What to do: Pull every line of the entries that has the word "Branco".

Collected data entries

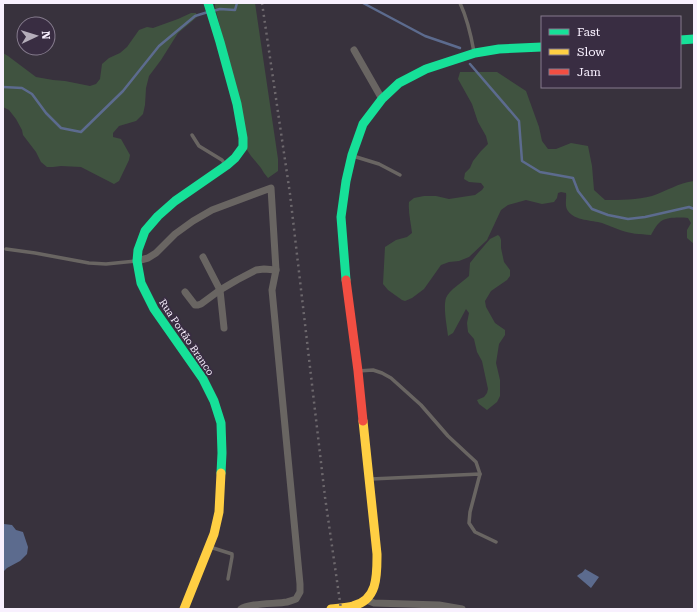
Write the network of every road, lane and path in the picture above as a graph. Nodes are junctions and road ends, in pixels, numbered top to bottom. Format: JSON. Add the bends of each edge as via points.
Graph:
{"nodes":[{"id":1,"x":208,"y":3,"type":"edge"},
{"id":2,"x":460,"y":3,"type":"edge"},
{"id":3,"x":694,"y":39,"type":"edge"},
{"id":4,"x":681,"y":40,"type":"edge"},
{"id":5,"x":541,"y":47,"type":"edge"},
{"id":6,"x":354,"y":50,"type":"dead end"},
{"id":7,"x":475,"y":53,"type":"junction"},
{"id":8,"x":382,"y":99,"type":"junction"},
{"id":9,"x":192,"y":135,"type":"dead end"},
{"id":10,"x":352,"y":155,"type":"junction"},
{"id":11,"x":227,"y":165,"type":"junction"},
{"id":12,"x":400,"y":175,"type":"dead end"},
{"id":13,"x":6,"y":249,"type":"dead end"},
{"id":14,"x":203,"y":257,"type":"dead end"},
{"id":15,"x":137,"y":261,"type":"junction"},
{"id":16,"x":276,"y":270,"type":"junction"},
{"id":17,"x":220,"y":290,"type":"junction"},
{"id":18,"x":185,"y":292,"type":"dead end"},
{"id":19,"x":224,"y":328,"type":"dead end"},
{"id":20,"x":358,"y":371,"type":"junction"},
{"id":21,"x":480,"y":474,"type":"junction"},
{"id":22,"x":370,"y":479,"type":"junction"},
{"id":23,"x":496,"y":542,"type":"dead end"},
{"id":24,"x":208,"y":547,"type":"junction"},
{"id":25,"x":228,"y":579,"type":"dead end"},
{"id":26,"x":366,"y":600,"type":"junction"},
{"id":27,"x":184,"y":609,"type":"edge"},
{"id":28,"x":241,"y":609,"type":"edge"},
{"id":29,"x":331,"y":609,"type":"edge"},
{"id":30,"x":462,"y":609,"type":"edge"}],
"edges":[{"from":1,"to":11,"type":"main road","name":"Rua Portão Branco","via":[[237,104],[243,138],[243,147]]},
{"from":2,"to":7,"type":"lane"},
{"from":3,"to":4,"type":"main road"},
{"from":5,"to":7,"type":"main road"},
{"from":6,"to":8,"type":"street"},
{"from":7,"to":8,"type":"main road","via":[[426,69],[399,83]]},
{"from":8,"to":10,"type":"main road","via":[[363,124]]},
{"from":9,"to":11,"type":"lane","via":[[199,146]]},
{"from":10,"to":12,"type":"lane","via":[[379,164]]},
{"from":10,"to":20,"type":"main road","via":[[341,217],[346,284]]},
{"from":11,"to":15,"type":"main road","name":"Rua Portão Branco","via":[[158,216],[145,231]]},
{"from":13,"to":15,"type":"lane","via":[[106,264]]},
{"from":14,"to":17,"type":"street"},
{"from":15,"to":16,"type":"street","via":[[156,253],[175,234],[212,210],[271,188]]},
{"from":15,"to":24,"type":"main road","name":"Rua Portão Branco","via":[[141,283],[154,309],[203,380],[214,401],[221,423],[219,512]]},
{"from":16,"to":17,"type":"street","via":[[256,270]]},
{"from":16,"to":28,"type":"street","via":[[272,290],[300,592],[296,599],[289,602]]},
{"from":17,"to":18,"type":"street","via":[[198,305],[195,305]]},
{"from":17,"to":19,"type":"street"},
{"from":20,"to":21,"type":"lane","via":[[372,370],[390,378],[421,405],[448,436],[476,462]]},
{"from":20,"to":22,"type":"main road"},
{"from":21,"to":22,"type":"lane"},
{"from":21,"to":23,"type":"lane","via":[[469,523],[475,532]]},
{"from":22,"to":26,"type":"main road","via":[[377,573],[373,590]]},
{"from":24,"to":25,"type":"lane","via":[[232,554]]},
{"from":24,"to":27,"type":"main road","name":"Rua Portão Branco"},
{"from":26,"to":29,"type":"main road","via":[[354,606]]},
{"from":26,"to":30,"type":"street","via":[[374,603],[439,605]]}]}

Task result:
"edges":[{"from":1,"to":11,"type":"main road","name":"Rua Portão Branco","via":[[237,104],[243,138],[243,147]]},
{"from":11,"to":15,"type":"main road","name":"Rua Portão Branco","via":[[158,216],[145,231]]},
{"from":15,"to":24,"type":"main road","name":"Rua Portão Branco","via":[[141,283],[154,309],[203,380],[214,401],[221,423],[219,512]]},
{"from":24,"to":27,"type":"main road","name":"Rua Portão Branco"},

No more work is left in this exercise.